Search code examples
xmlcdatapcdata

CDATA inside PCDATA handling in XML


If we have the following XML element:

<x>a &lt; b</x>

and the another one

<y>a<![CDATA[ < ]]>b</y>

Do both elements x and y have the value of a < b? Is the second example valid, common, recommended or something like that?

AFAK y has three child elements - PCDATA a, CDATA < and PCDATA b and some libraries parse it exactly like that. On the other hand https://pugixml.org/ for one returns only a as value for x (helper function).


Solution

  • There is a fundamental difference between the two:

    CDATA means Character Data, while PCDATA means Parsed Character Data, which already gives us a hint into the right direction why parsers may behave differently, depending on their conformance level.

    CDATA sections are strict and pure escapes of anything in between the <![CDATA[ and ]]> tags. Nothing, that is written in between here, is supposed to be parsed by the XML processor at all! A conforming XML parser just ignores anything here and passes it through, unseen, to whatever application has requested the XML (which then is free to process it by itself). This is why we can place any wild character data in here, without the XML becoming invalid.

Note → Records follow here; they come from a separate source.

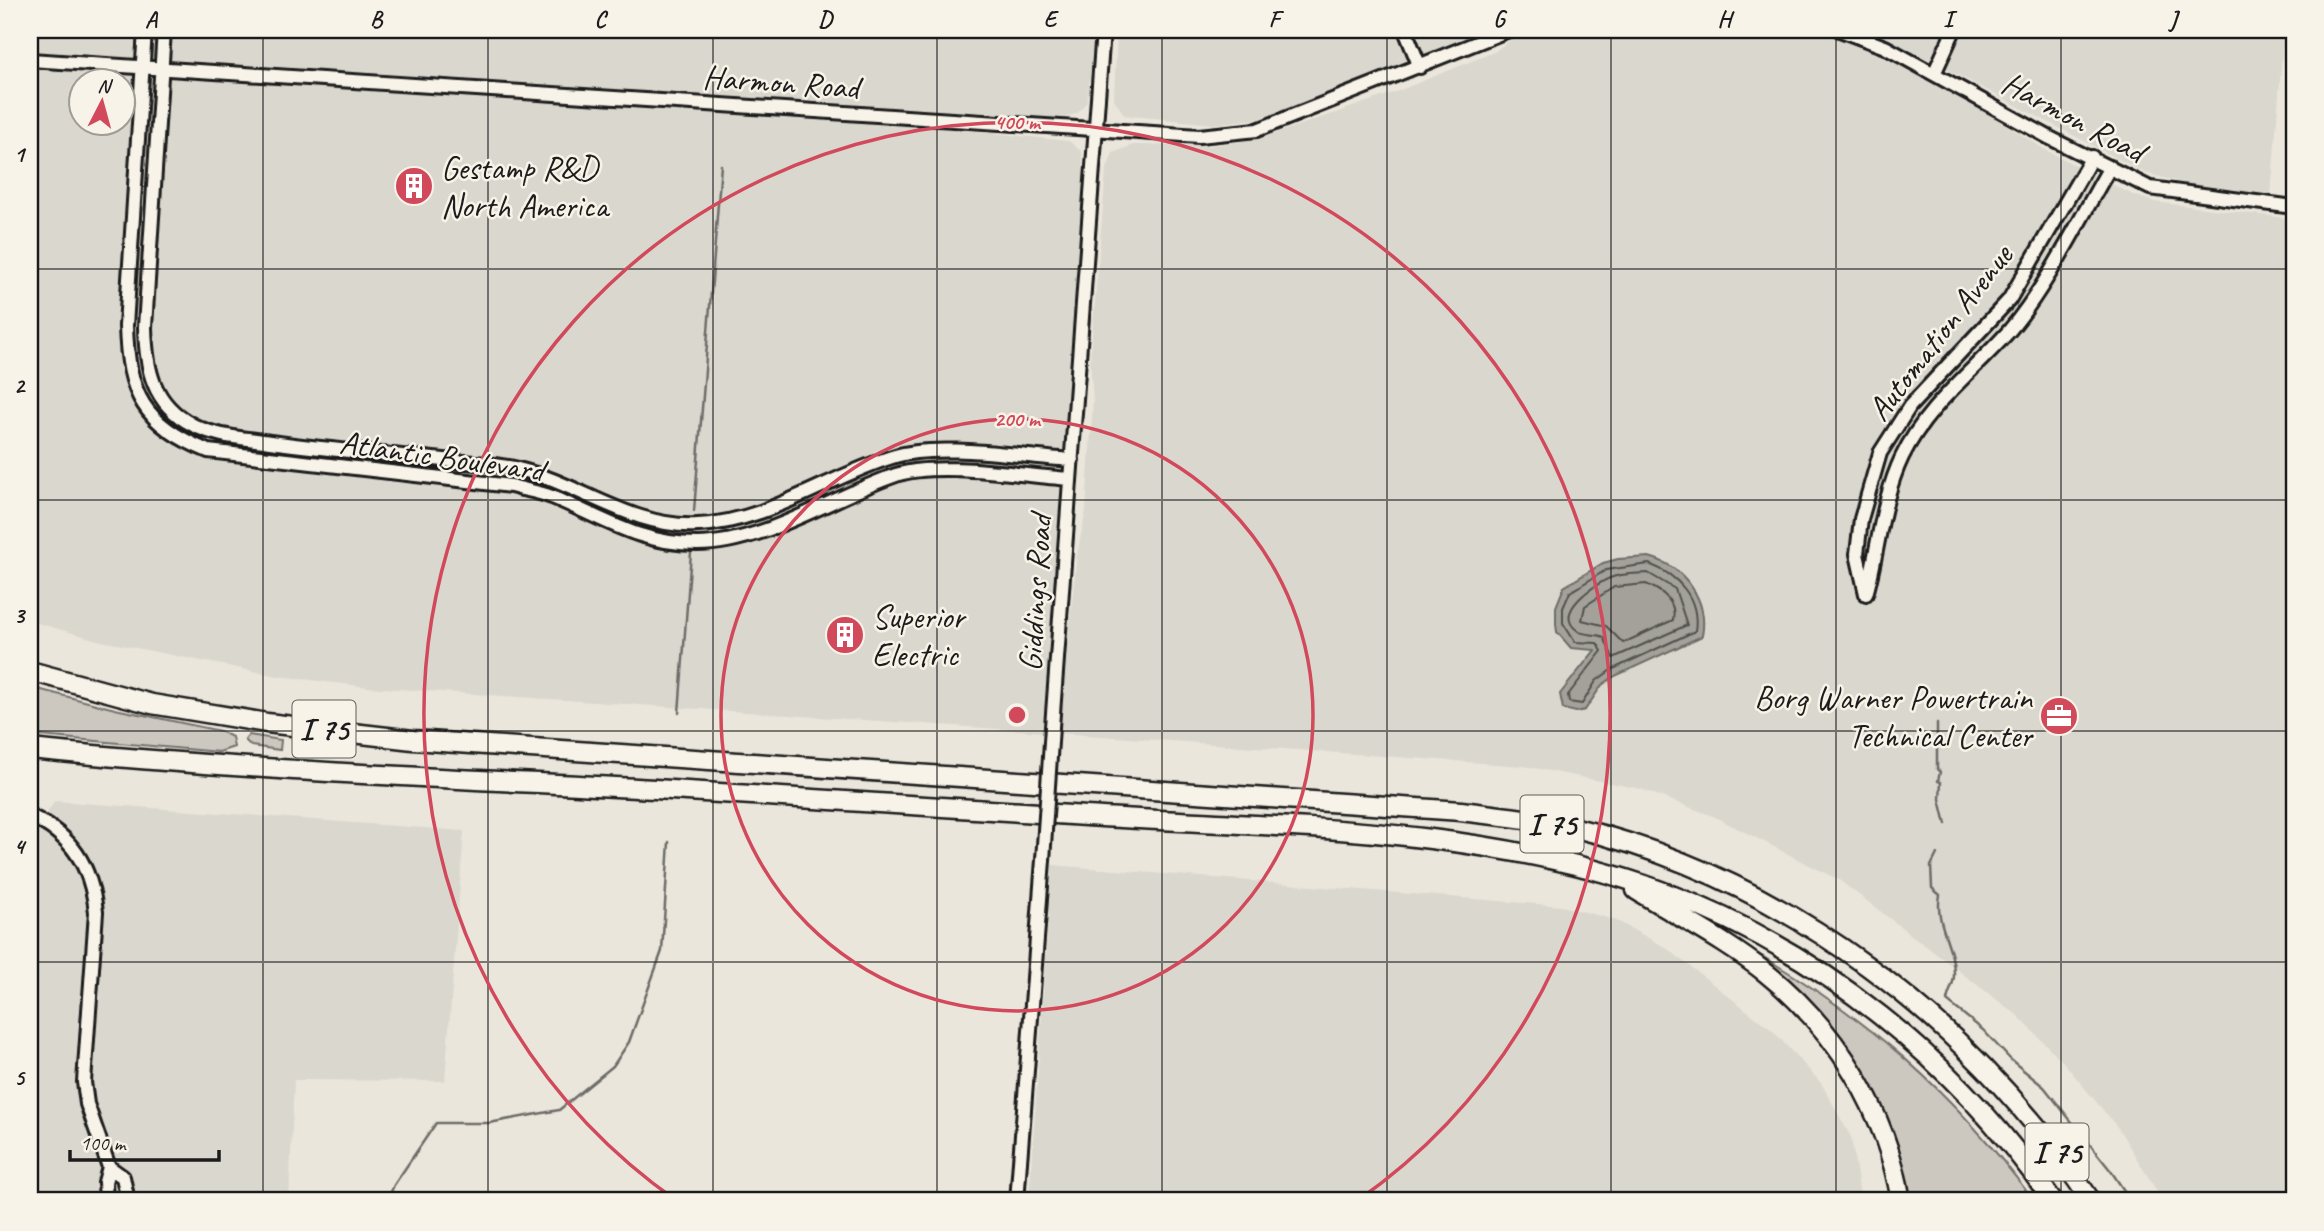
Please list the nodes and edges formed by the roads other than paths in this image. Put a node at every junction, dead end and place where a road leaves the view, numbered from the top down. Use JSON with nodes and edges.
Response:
{"nodes":[{"id":1,"x":145,"y":30,"type":"edge"},
{"id":2,"x":164,"y":30,"type":"edge"},
{"id":3,"x":1103,"y":30,"type":"edge"},
{"id":4,"x":1405,"y":30,"type":"edge"},
{"id":5,"x":1509,"y":30,"type":"edge"},
{"id":6,"x":1840,"y":30,"type":"edge"},
{"id":7,"x":1954,"y":30,"type":"edge"},
{"id":8,"x":30,"y":60,"type":"edge"},
{"id":9,"x":1420,"y":66,"type":"junction"},
{"id":10,"x":142,"y":67,"type":"junction"},
{"id":11,"x":160,"y":68,"type":"junction"},
{"id":12,"x":1934,"y":74,"type":"junction"},
{"id":13,"x":1096,"y":130,"type":"junction"},
{"id":14,"x":2092,"y":157,"type":"junction"},
{"id":15,"x":2110,"y":167,"type":"junction"},
{"id":16,"x":2294,"y":207,"type":"edge"},
{"id":17,"x":1072,"y":460,"type":"junction"},
{"id":18,"x":1070,"y":479,"type":"junction"},
{"id":19,"x":30,"y":671,"type":"edge"},
{"id":20,"x":30,"y":749,"type":"edge"},
{"id":21,"x":30,"y":816,"type":"edge"},
{"id":22,"x":1612,"y":875,"type":"junction"},
{"id":23,"x":108,"y":1167,"type":"junction"},
{"id":24,"x":106,"y":1201,"type":"edge"},
{"id":25,"x":128,"y":1201,"type":"edge"},
{"id":26,"x":1017,"y":1201,"type":"edge"},
{"id":27,"x":1901,"y":1201,"type":"edge"},
{"id":28,"x":2053,"y":1201,"type":"edge"},
{"id":29,"x":2091,"y":1201,"type":"edge"}],
"edges":[{"from":1,"to":10,"type":"street","name":"Atlantic Boulevard"},
{"from":2,"to":11,"type":"street","name":"Atlantic Boulevard"},
{"from":3,"to":13,"type":"street","name":"Giddings Road"},
{"from":4,"to":9,"type":"street"},
{"from":5,"to":9,"type":"street","name":"Harmon Road"},
{"from":6,"to":12,"type":"street","name":"Harmon Road"},
{"from":7,"to":12,"type":"street"},
{"from":8,"to":10,"type":"street","name":"Harmon Road"},
{"from":9,"to":13,"type":"street","name":"Harmon Road"},
{"from":10,"to":11,"type":"street","name":"Harmon Road"},
{"from":10,"to":18,"type":"street","name":"Atlantic Boulevard"},
{"from":11,"to":13,"type":"street","name":"Harmon Road"},
{"from":11,"to":17,"type":"street","name":"Atlantic Boulevard"},
{"from":12,"to":14,"type":"street","name":"Harmon Road"},
{"from":13,"to":17,"type":"street","name":"Giddings Road"},
{"from":14,"to":15,"type":"street","name":"Harmon Road"},
{"from":14,"to":15,"type":"street","name":"Automation Avenue"},
{"from":15,"to":16,"type":"street","name":"Harmon Road"},
{"from":17,"to":18,"type":"street","name":"Giddings Road"},
{"from":18,"to":26,"type":"street","name":"Giddings Road","bridge":true},
{"from":19,"to":29,"type":"highway","number":"I 75"},
{"from":20,"to":22,"type":"highway","number":"I 75"},
{"from":21,"to":23,"type":"street"},
{"from":22,"to":27,"type":"highway"},
{"from":22,"to":28,"type":"highway","number":"I 75"},
{"from":23,"to":24,"type":"street"},
{"from":23,"to":25,"type":"street"}]}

    &lt; is an Entity, more specifically a Character Entity. Entities are 'placeholders' or 'markers', that get substituted by content. This means, that an entity is also PCDATA (Parsed Character DATA). It gets parsed by the XML parser, which then interprets it (tries to resolve its contents) so it can substitute the entity with it.

    As of the value of the data, we may need to know more about the application, that requests the XML. Within the domain of XML processing tools (XSD, XSLT, XPath, XQuery, etc.), it should come out, in both cases, as any of the XPath datatypes of text(), xs:string() or xs:untypedAtomic, depending on what function you used to gain access to it. For example:

    let $t := <xml>Text <![CDATA[test]]> bla.</xml>
    return $t/data() instance of xs:untypedAtomic
    
    let $t := <xml>Text <![CDATA[test]]> bla.</xml>
    return $t/string() instance of xs:string
    
    let $t := <xml>Text <![CDATA[test]]> bla.</xml>
    return $t/text() instance of text()
    

    all result in true.

    For any application, that is not working with the XML Data Model, however, the result should be simply the text, that was in between the element tags.

    There is some interesting note here and a whole thread concerning this, and related, topics.